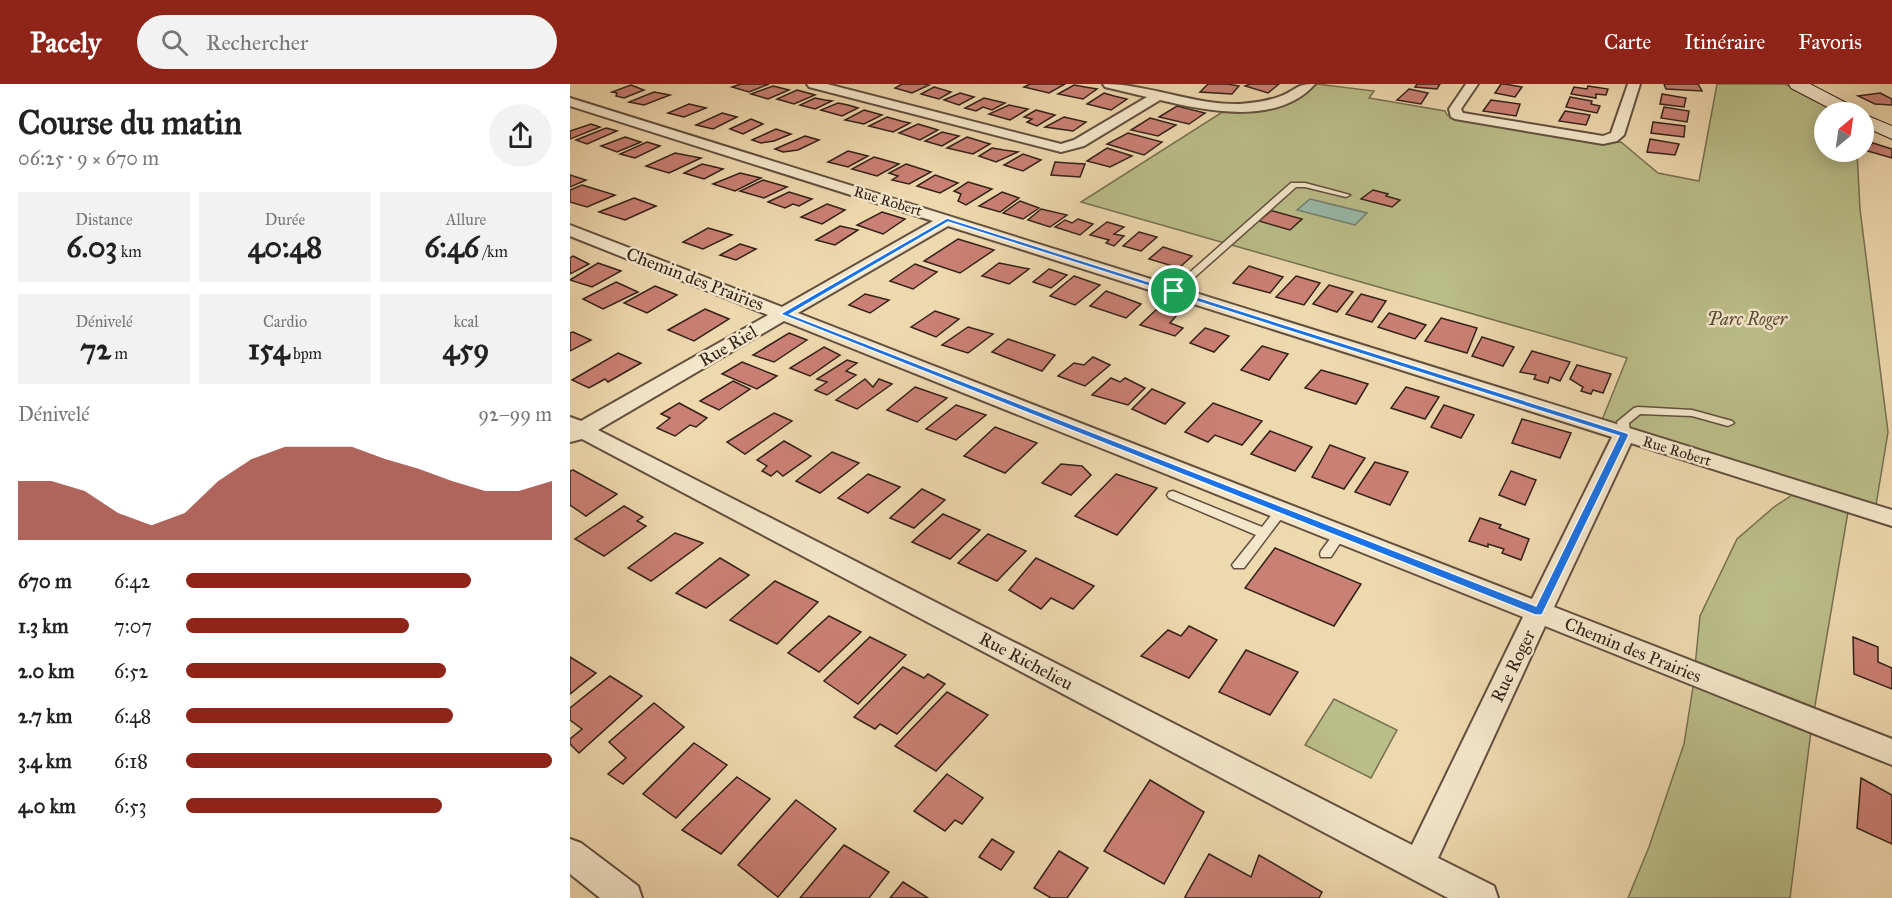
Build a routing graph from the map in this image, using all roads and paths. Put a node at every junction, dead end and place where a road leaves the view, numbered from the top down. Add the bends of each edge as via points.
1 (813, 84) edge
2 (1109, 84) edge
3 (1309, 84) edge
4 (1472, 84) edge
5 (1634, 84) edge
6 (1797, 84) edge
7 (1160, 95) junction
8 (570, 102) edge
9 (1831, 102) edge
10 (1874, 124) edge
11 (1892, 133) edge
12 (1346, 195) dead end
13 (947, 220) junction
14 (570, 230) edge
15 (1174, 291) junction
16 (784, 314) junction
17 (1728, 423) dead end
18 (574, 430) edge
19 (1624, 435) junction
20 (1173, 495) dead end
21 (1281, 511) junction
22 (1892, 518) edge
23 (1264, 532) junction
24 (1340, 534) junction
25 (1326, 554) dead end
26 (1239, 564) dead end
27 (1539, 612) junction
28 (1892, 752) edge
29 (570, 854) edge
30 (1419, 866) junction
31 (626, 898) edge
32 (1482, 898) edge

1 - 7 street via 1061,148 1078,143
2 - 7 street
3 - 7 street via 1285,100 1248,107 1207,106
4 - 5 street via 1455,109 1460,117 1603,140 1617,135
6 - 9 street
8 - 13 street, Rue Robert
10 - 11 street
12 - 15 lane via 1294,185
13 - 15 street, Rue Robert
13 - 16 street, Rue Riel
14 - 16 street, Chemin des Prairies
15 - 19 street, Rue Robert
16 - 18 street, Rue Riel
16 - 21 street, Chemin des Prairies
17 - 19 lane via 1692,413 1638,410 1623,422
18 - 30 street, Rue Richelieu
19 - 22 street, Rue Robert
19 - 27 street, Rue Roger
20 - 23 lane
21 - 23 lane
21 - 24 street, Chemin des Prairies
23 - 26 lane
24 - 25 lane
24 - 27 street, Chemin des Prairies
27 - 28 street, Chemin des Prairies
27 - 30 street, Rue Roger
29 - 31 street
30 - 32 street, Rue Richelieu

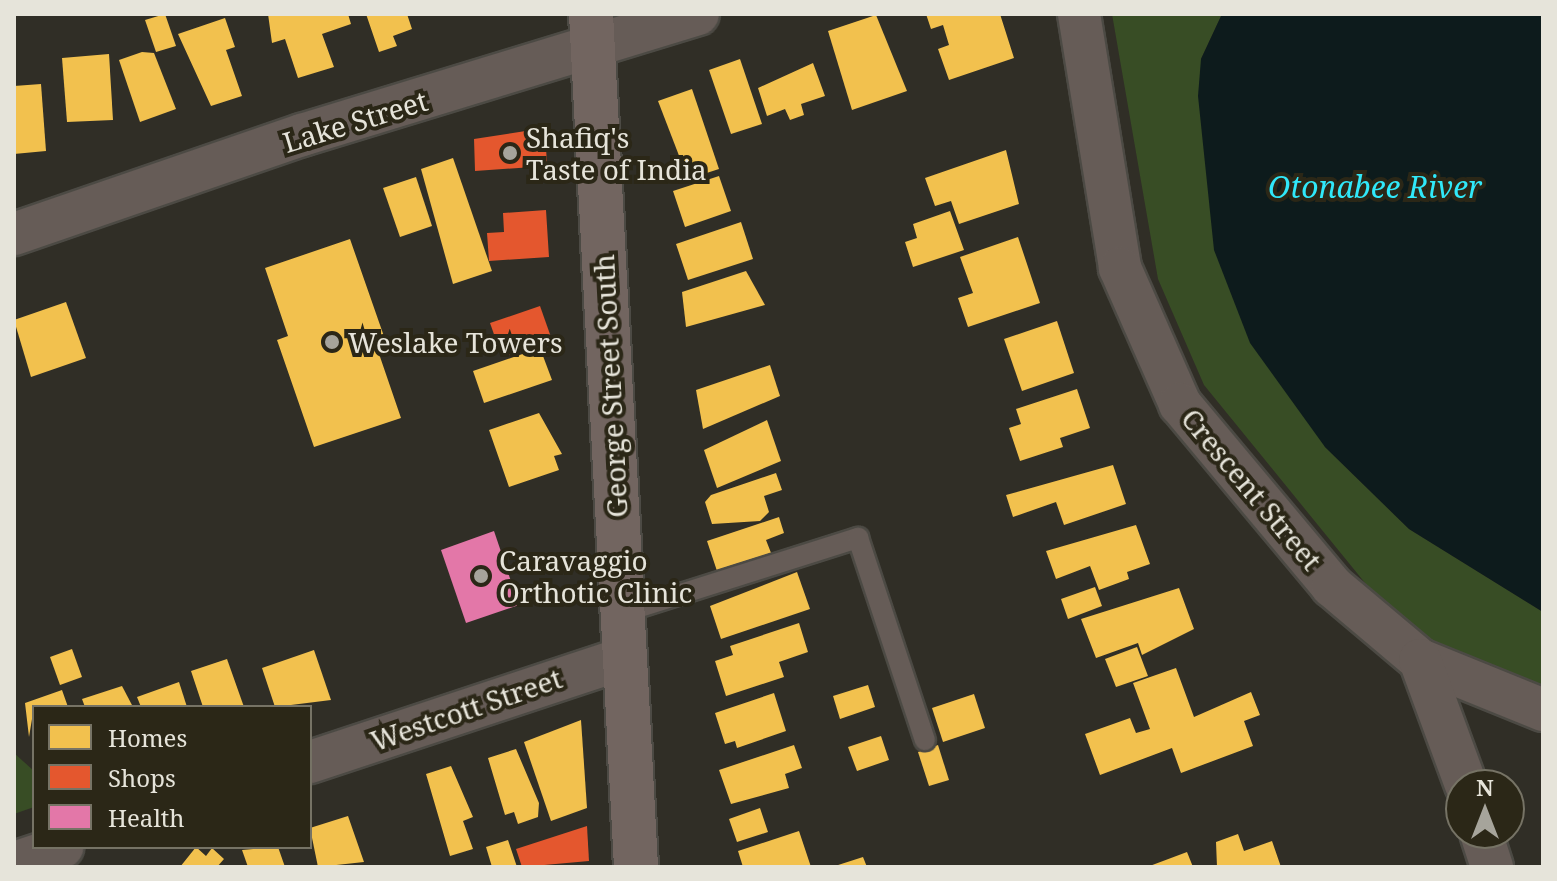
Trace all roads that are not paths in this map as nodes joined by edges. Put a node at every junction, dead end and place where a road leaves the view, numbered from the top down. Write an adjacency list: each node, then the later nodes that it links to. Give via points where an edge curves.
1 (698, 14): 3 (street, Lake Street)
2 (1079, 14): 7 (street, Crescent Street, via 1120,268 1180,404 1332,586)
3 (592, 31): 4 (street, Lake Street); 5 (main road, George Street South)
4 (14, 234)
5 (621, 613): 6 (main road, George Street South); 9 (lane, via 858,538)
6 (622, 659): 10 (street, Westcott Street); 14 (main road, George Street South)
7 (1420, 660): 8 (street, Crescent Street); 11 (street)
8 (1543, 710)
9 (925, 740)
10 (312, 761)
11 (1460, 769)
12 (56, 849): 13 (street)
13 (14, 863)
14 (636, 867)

TASK INSTRUCTIONS: Give the listing again word for word. Skip any pictures.

WRITTEN REPLY:
Build a routing graph from the map in this image, using all roads and paths. Put a node at every junction, dead end and place where a road leaves the view, numbered from the top down. Add the bends of each edge as via points.
1 (813, 84) edge
2 (1109, 84) edge
3 (1309, 84) edge
4 (1472, 84) edge
5 (1634, 84) edge
6 (1797, 84) edge
7 (1160, 95) junction
8 (570, 102) edge
9 (1831, 102) edge
10 (1874, 124) edge
11 (1892, 133) edge
12 (1346, 195) dead end
13 (947, 220) junction
14 (570, 230) edge
15 (1174, 291) junction
16 (784, 314) junction
17 (1728, 423) dead end
18 (574, 430) edge
19 (1624, 435) junction
20 (1173, 495) dead end
21 (1281, 511) junction
22 (1892, 518) edge
23 (1264, 532) junction
24 (1340, 534) junction
25 (1326, 554) dead end
26 (1239, 564) dead end
27 (1539, 612) junction
28 (1892, 752) edge
29 (570, 854) edge
30 (1419, 866) junction
31 (626, 898) edge
32 (1482, 898) edge

1 - 7 street via 1061,148 1078,143
2 - 7 street
3 - 7 street via 1285,100 1248,107 1207,106
4 - 5 street via 1455,109 1460,117 1603,140 1617,135
6 - 9 street
8 - 13 street, Rue Robert
10 - 11 street
12 - 15 lane via 1294,185
13 - 15 street, Rue Robert
13 - 16 street, Rue Riel
14 - 16 street, Chemin des Prairies
15 - 19 street, Rue Robert
16 - 18 street, Rue Riel
16 - 21 street, Chemin des Prairies
17 - 19 lane via 1692,413 1638,410 1623,422
18 - 30 street, Rue Richelieu
19 - 22 street, Rue Robert
19 - 27 street, Rue Roger
20 - 23 lane
21 - 23 lane
21 - 24 street, Chemin des Prairies
23 - 26 lane
24 - 25 lane
24 - 27 street, Chemin des Prairies
27 - 28 street, Chemin des Prairies
27 - 30 street, Rue Roger
29 - 31 street
30 - 32 street, Rue Richelieu

Trace all roads that are not paths in this map as nodes joined by edges. Put a node at every junction, dead end and place where a road leaves the view, numbered from the top down. Write an adjacency list: each node, then the later nodes that it links to. Give via points where an edge curves.
1 (698, 14): 3 (street, Lake Street)
2 (1079, 14): 7 (street, Crescent Street, via 1120,268 1180,404 1332,586)
3 (592, 31): 4 (street, Lake Street); 5 (main road, George Street South)
4 (14, 234)
5 (621, 613): 6 (main road, George Street South); 9 (lane, via 858,538)
6 (622, 659): 10 (street, Westcott Street); 14 (main road, George Street South)
7 (1420, 660): 8 (street, Crescent Street); 11 (street)
8 (1543, 710)
9 (925, 740)
10 (312, 761)
11 (1460, 769)
12 (56, 849): 13 (street)
13 (14, 863)
14 (636, 867)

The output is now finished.